Provided material →

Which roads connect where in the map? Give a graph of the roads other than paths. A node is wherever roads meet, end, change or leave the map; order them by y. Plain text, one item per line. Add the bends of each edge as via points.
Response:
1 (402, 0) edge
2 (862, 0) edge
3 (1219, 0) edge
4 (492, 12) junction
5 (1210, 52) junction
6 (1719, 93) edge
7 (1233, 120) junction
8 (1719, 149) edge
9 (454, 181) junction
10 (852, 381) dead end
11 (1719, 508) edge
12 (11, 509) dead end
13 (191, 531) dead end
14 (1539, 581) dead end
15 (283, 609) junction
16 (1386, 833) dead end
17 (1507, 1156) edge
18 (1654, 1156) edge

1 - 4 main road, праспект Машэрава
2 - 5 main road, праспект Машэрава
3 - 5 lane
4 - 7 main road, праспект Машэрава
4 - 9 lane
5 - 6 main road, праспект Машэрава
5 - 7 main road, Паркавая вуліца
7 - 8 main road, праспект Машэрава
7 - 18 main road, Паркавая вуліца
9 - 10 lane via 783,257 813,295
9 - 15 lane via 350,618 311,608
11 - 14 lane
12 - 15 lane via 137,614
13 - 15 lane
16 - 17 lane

Aim of the task → Restate the listing above word for word.

Written solution →
Which roads connect where in the map? Give a graph of the roads other than paths. A node is wherever roads meet, end, change or leave the map; order them by y. Plain text, one item per line. Add the bends of each edge as via points.
Response:
1 (402, 0) edge
2 (862, 0) edge
3 (1219, 0) edge
4 (492, 12) junction
5 (1210, 52) junction
6 (1719, 93) edge
7 (1233, 120) junction
8 (1719, 149) edge
9 (454, 181) junction
10 (852, 381) dead end
11 (1719, 508) edge
12 (11, 509) dead end
13 (191, 531) dead end
14 (1539, 581) dead end
15 (283, 609) junction
16 (1386, 833) dead end
17 (1507, 1156) edge
18 (1654, 1156) edge

1 - 4 main road, праспект Машэрава
2 - 5 main road, праспект Машэрава
3 - 5 lane
4 - 7 main road, праспект Машэрава
4 - 9 lane
5 - 6 main road, праспект Машэрава
5 - 7 main road, Паркавая вуліца
7 - 8 main road, праспект Машэрава
7 - 18 main road, Паркавая вуліца
9 - 10 lane via 783,257 813,295
9 - 15 lane via 350,618 311,608
11 - 14 lane
12 - 15 lane via 137,614
13 - 15 lane
16 - 17 lane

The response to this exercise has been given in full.